#### WHAT THE EXERCISE ASKS
Your task is to copy every line of the entries that contains "Tours".

(Records drawn from a dataset)
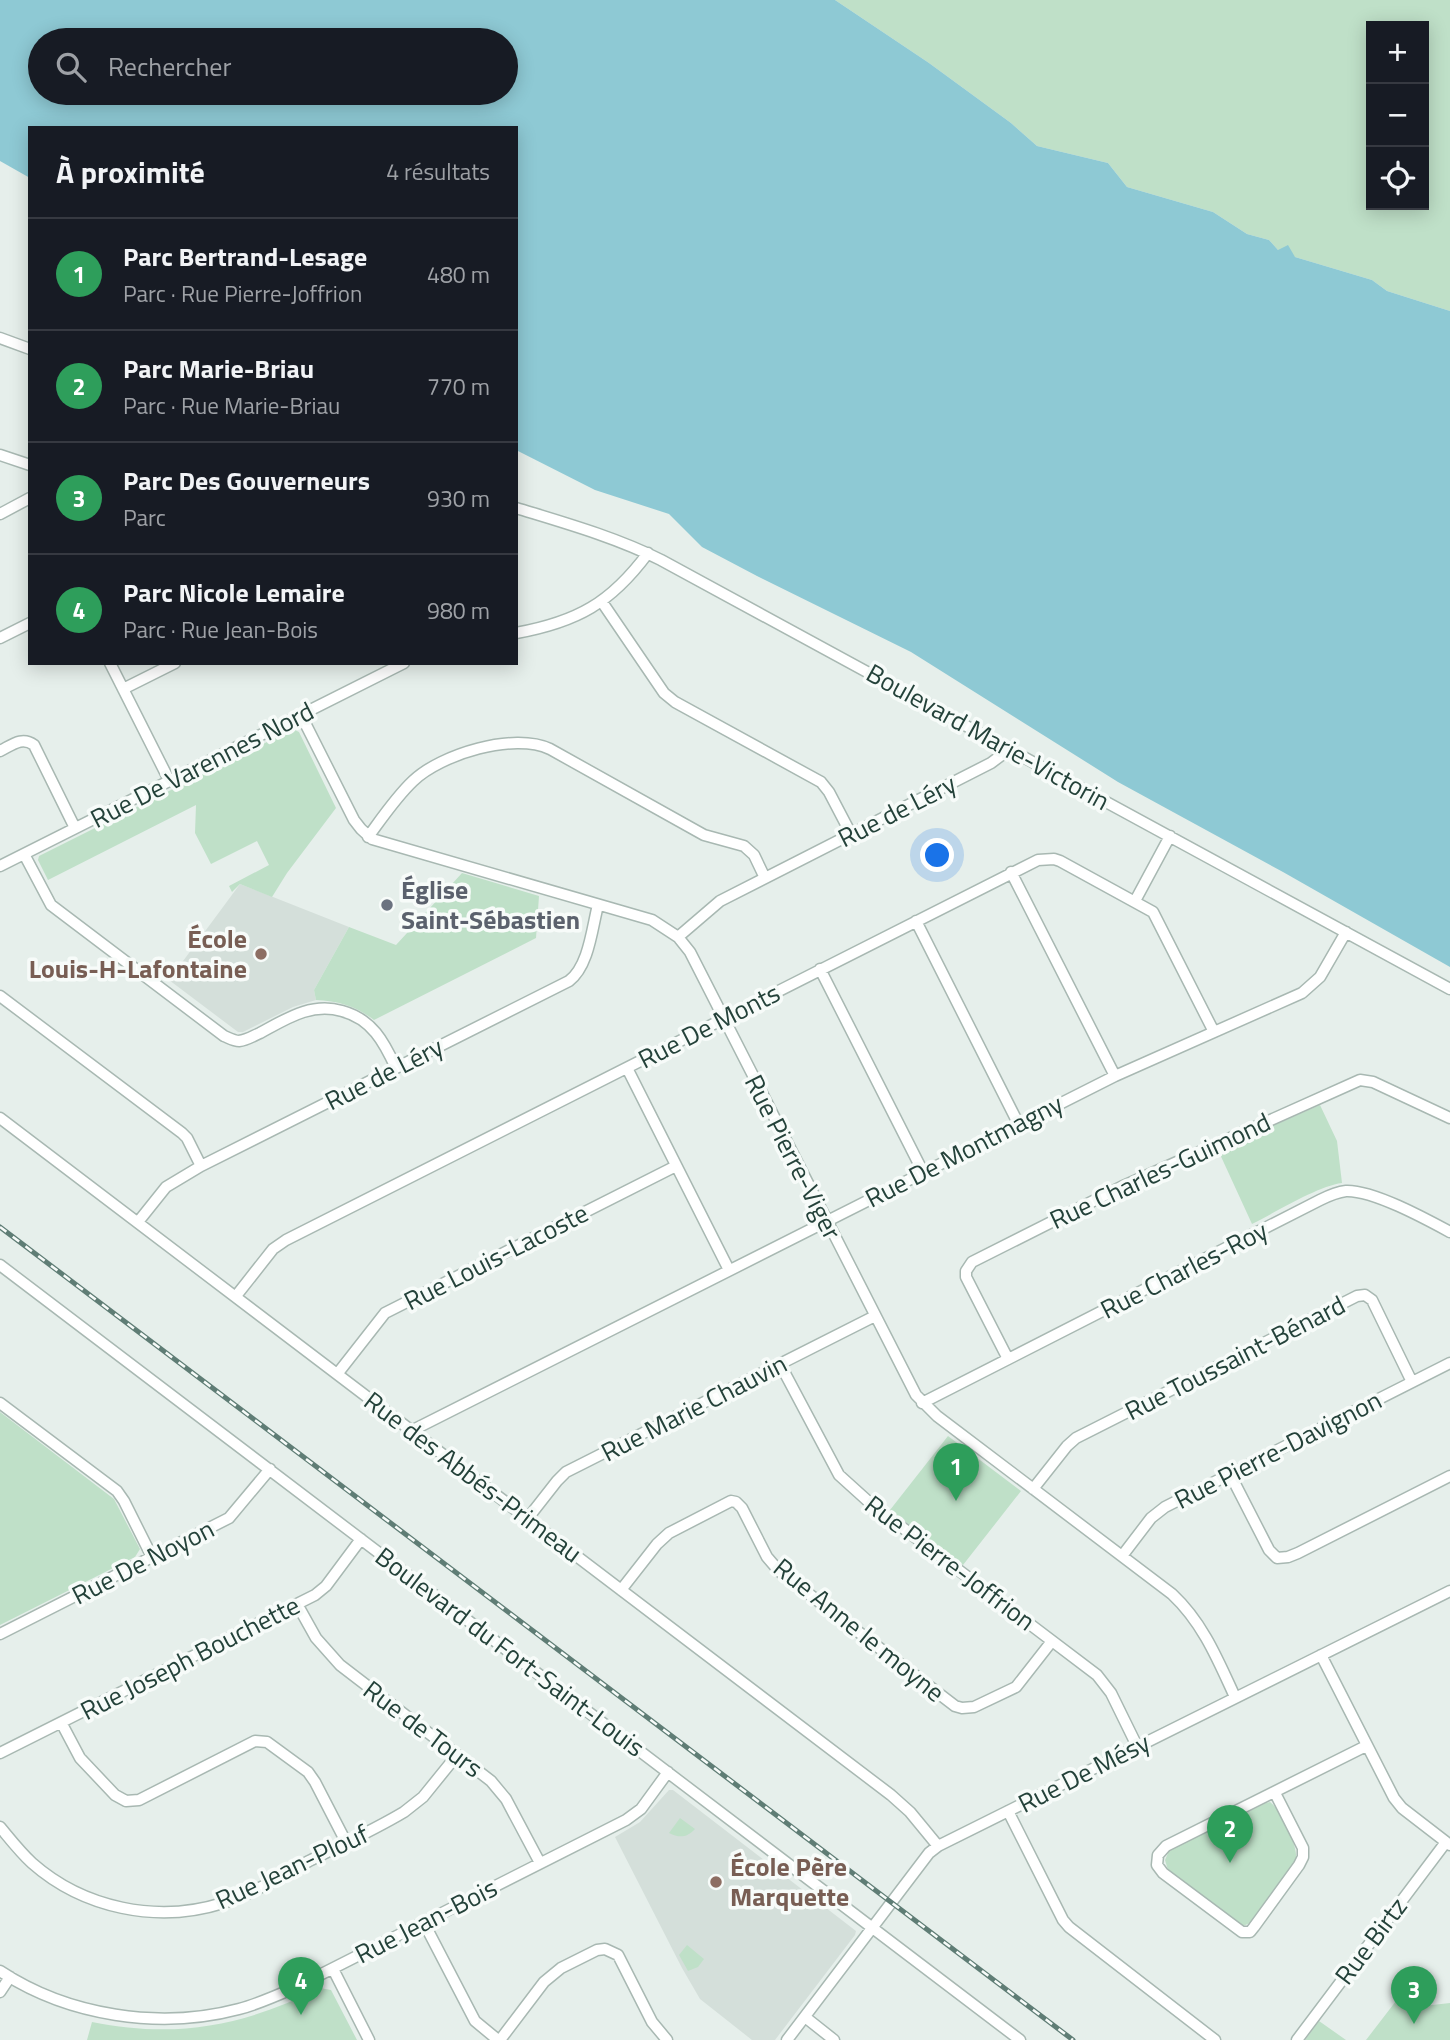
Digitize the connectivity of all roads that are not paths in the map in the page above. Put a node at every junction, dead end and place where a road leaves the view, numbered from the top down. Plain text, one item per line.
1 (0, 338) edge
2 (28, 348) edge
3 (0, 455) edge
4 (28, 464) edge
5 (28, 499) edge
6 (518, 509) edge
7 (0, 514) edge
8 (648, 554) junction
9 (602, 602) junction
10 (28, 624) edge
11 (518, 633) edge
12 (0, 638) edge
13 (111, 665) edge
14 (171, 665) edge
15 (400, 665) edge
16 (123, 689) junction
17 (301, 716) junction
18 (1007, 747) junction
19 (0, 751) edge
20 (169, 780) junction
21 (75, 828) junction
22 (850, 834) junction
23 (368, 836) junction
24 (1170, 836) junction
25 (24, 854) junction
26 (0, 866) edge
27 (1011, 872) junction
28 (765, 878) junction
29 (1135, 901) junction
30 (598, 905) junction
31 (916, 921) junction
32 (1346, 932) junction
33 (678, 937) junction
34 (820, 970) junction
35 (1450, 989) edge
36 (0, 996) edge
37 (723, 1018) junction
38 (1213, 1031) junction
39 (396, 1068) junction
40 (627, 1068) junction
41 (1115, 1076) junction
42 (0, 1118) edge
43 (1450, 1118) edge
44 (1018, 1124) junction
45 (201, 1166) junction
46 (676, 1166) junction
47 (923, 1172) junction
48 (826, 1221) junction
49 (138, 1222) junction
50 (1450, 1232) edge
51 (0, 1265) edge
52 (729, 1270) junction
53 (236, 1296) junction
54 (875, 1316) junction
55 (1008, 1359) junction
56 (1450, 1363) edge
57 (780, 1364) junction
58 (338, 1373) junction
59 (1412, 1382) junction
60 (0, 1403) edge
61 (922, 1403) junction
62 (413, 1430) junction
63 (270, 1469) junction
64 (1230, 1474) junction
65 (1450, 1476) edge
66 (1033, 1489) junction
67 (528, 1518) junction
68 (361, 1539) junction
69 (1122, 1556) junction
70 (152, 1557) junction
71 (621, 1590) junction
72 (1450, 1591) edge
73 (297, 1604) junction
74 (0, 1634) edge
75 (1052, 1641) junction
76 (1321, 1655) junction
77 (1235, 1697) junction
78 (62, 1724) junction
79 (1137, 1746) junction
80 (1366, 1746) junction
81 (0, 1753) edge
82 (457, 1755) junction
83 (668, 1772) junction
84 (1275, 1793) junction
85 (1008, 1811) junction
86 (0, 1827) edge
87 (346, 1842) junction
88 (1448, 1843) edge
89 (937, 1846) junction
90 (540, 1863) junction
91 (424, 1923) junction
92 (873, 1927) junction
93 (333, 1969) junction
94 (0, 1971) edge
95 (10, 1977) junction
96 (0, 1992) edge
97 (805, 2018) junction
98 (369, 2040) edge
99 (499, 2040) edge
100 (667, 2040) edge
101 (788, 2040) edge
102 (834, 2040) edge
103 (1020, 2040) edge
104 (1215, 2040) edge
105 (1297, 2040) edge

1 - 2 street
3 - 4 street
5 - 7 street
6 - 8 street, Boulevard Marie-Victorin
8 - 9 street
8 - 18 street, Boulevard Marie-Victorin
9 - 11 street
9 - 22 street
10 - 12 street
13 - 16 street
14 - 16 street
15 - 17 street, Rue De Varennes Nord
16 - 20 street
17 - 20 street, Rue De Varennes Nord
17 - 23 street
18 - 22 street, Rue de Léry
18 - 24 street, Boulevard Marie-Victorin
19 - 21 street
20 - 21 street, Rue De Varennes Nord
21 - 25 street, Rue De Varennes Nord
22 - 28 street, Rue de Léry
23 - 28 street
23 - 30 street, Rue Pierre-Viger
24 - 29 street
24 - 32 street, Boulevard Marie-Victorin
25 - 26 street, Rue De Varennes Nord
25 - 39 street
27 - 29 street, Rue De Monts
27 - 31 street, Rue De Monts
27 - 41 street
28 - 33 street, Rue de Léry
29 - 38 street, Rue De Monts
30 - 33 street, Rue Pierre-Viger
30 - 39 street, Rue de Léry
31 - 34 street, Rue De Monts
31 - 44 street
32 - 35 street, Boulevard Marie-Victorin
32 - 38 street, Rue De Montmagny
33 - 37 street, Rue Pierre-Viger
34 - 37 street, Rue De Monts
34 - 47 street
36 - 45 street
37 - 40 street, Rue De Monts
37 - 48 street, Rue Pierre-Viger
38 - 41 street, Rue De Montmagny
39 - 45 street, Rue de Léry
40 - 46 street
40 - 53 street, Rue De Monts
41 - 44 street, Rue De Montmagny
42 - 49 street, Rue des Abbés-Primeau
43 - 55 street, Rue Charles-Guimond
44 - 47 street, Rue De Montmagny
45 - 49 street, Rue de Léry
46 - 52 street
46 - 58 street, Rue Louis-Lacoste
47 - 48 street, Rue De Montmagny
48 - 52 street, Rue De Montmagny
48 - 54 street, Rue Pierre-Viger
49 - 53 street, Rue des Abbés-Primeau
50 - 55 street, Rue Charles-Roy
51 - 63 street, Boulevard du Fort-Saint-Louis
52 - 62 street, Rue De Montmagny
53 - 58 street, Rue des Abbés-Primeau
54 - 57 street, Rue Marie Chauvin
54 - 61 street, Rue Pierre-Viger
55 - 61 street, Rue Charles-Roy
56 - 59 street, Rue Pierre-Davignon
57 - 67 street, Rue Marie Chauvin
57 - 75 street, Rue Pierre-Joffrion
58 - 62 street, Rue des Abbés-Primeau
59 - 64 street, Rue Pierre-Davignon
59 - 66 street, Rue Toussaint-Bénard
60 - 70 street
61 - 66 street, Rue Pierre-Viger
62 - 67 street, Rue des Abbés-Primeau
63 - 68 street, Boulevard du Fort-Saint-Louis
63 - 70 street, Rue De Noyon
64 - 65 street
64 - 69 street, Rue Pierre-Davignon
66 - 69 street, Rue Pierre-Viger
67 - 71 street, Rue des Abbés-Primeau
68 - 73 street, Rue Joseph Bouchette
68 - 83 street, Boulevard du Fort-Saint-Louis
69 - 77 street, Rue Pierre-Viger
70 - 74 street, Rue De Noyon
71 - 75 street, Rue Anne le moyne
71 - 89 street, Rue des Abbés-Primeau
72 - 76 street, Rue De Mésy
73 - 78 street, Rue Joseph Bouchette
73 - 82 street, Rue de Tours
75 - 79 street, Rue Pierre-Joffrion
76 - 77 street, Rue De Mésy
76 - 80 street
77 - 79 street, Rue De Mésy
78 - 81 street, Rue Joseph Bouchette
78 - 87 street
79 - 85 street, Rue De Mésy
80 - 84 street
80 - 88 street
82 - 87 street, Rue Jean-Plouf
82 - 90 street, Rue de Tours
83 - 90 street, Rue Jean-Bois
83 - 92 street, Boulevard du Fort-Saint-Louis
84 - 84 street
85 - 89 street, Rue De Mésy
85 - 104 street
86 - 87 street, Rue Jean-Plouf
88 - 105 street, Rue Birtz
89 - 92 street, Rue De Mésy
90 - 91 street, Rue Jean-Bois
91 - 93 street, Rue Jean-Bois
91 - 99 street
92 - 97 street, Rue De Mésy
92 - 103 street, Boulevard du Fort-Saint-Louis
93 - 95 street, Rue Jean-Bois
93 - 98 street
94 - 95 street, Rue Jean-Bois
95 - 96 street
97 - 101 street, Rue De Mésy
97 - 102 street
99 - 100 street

#### REPLY TO THE EXERCISE
73 - 82 street, Rue de Tours
82 - 90 street, Rue de Tours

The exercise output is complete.